Testimonials aligned with your process help ensure you will deliver what new clients expect.
Fulfilled expectations lead to client loyalty. A shared vision of success and a well-communicated plan enables you to establish mutual expectations. Have a clear description of your ideal client and the outcome they seek. Understanding their challenge and definition of success, you can describe a plan to get there. When you are clear about your process you can more consistently deliver on those expectations. It creates satisfied clients and helps avoid unhappy ones.
Testimonials work both ways.
While the ability to put endorsements on your website is great, reviews on third-party sites carry more credibility. And those platforms will attract negative as well as positive. Bad reviews are probably unavoidable. Some client situations are out of your control and some clients are unrealistic no matter how clear you are.
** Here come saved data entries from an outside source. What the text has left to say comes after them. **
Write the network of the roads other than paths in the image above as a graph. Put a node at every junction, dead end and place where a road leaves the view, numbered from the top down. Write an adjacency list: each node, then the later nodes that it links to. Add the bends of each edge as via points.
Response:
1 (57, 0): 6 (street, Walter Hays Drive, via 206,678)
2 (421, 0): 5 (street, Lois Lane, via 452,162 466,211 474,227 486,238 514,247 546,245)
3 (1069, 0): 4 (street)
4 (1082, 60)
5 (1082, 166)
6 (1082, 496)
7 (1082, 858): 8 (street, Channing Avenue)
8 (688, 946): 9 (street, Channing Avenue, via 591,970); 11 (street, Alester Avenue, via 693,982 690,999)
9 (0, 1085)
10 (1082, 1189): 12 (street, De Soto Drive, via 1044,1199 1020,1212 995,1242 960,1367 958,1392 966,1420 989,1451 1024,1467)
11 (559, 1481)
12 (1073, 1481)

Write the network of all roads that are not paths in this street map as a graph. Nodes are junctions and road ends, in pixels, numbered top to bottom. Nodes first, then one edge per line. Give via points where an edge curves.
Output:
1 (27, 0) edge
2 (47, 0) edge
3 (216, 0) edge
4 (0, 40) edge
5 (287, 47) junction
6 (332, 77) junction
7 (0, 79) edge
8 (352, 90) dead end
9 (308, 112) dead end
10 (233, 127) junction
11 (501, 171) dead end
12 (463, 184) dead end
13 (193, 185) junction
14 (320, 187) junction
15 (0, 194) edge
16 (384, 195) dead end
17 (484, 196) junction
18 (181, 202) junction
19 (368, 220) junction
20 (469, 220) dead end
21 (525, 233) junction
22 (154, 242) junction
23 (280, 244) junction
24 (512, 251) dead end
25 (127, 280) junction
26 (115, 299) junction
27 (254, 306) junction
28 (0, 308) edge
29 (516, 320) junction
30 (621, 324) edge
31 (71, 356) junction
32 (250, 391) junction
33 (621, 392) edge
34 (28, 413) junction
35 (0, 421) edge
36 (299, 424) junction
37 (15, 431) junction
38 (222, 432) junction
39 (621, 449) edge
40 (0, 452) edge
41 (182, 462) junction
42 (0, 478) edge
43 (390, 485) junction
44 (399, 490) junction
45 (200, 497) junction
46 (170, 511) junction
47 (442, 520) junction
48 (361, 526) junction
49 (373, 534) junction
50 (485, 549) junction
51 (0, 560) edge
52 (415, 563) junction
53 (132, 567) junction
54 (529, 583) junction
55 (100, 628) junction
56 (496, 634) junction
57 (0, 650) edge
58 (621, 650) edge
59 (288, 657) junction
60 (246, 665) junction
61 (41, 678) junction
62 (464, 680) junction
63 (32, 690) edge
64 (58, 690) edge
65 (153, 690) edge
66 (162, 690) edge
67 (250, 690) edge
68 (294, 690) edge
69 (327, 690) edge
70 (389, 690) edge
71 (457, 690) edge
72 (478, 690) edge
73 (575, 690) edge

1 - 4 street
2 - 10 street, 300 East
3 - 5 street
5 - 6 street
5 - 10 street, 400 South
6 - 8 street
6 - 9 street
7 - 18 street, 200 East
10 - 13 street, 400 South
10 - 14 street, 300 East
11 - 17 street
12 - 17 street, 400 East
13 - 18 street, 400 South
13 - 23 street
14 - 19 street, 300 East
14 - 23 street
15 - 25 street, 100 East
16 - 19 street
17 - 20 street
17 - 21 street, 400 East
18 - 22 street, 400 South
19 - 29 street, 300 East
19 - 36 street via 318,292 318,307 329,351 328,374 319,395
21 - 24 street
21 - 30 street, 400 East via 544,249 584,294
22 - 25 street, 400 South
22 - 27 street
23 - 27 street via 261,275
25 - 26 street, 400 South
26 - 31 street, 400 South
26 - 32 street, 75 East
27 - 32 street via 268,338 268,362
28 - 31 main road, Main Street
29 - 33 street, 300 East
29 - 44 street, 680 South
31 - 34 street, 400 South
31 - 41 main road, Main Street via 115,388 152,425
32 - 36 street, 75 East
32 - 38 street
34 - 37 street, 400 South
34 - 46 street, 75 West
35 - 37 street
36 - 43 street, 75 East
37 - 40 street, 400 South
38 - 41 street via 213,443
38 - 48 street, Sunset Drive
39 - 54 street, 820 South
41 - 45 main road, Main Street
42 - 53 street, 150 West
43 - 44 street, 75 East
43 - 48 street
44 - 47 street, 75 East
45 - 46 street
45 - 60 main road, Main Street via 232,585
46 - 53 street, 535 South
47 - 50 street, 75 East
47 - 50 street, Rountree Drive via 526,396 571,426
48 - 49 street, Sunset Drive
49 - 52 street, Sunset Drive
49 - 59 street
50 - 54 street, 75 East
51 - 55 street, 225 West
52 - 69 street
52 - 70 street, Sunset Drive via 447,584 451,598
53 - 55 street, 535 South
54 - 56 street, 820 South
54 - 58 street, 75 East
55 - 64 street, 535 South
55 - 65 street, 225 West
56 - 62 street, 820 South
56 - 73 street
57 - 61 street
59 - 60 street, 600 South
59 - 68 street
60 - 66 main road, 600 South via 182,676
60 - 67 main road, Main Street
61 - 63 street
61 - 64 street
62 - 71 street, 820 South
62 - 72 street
One way to mitigate bad reviews is to accumulate enough positive ones to overwhelm the negative. Maybe even make them hard to find. But a more direct strategy is managing expectations. A clear promise delivered to a clear audience can uncover mismatches that lead to disappointments early. Knowing who you guide and clearly articulating the journey you guide them on helps align expectations.
If it becomes evident you cannot deliver the experience the client seeks, you can more easily recognize when to have the conversation facilitating their move to a different advisor. Address it promptly and handle it well and you can help prevent disappointment from becoming anger.
It all comes back to target marketing.
A client-driven practice focuses on the client persona, what they value, and the outcome they seek. And that informs what kinds of testimonials will work best and who you get them from. The new marketing rule will open up powerful new strategies for firms with a clear brand.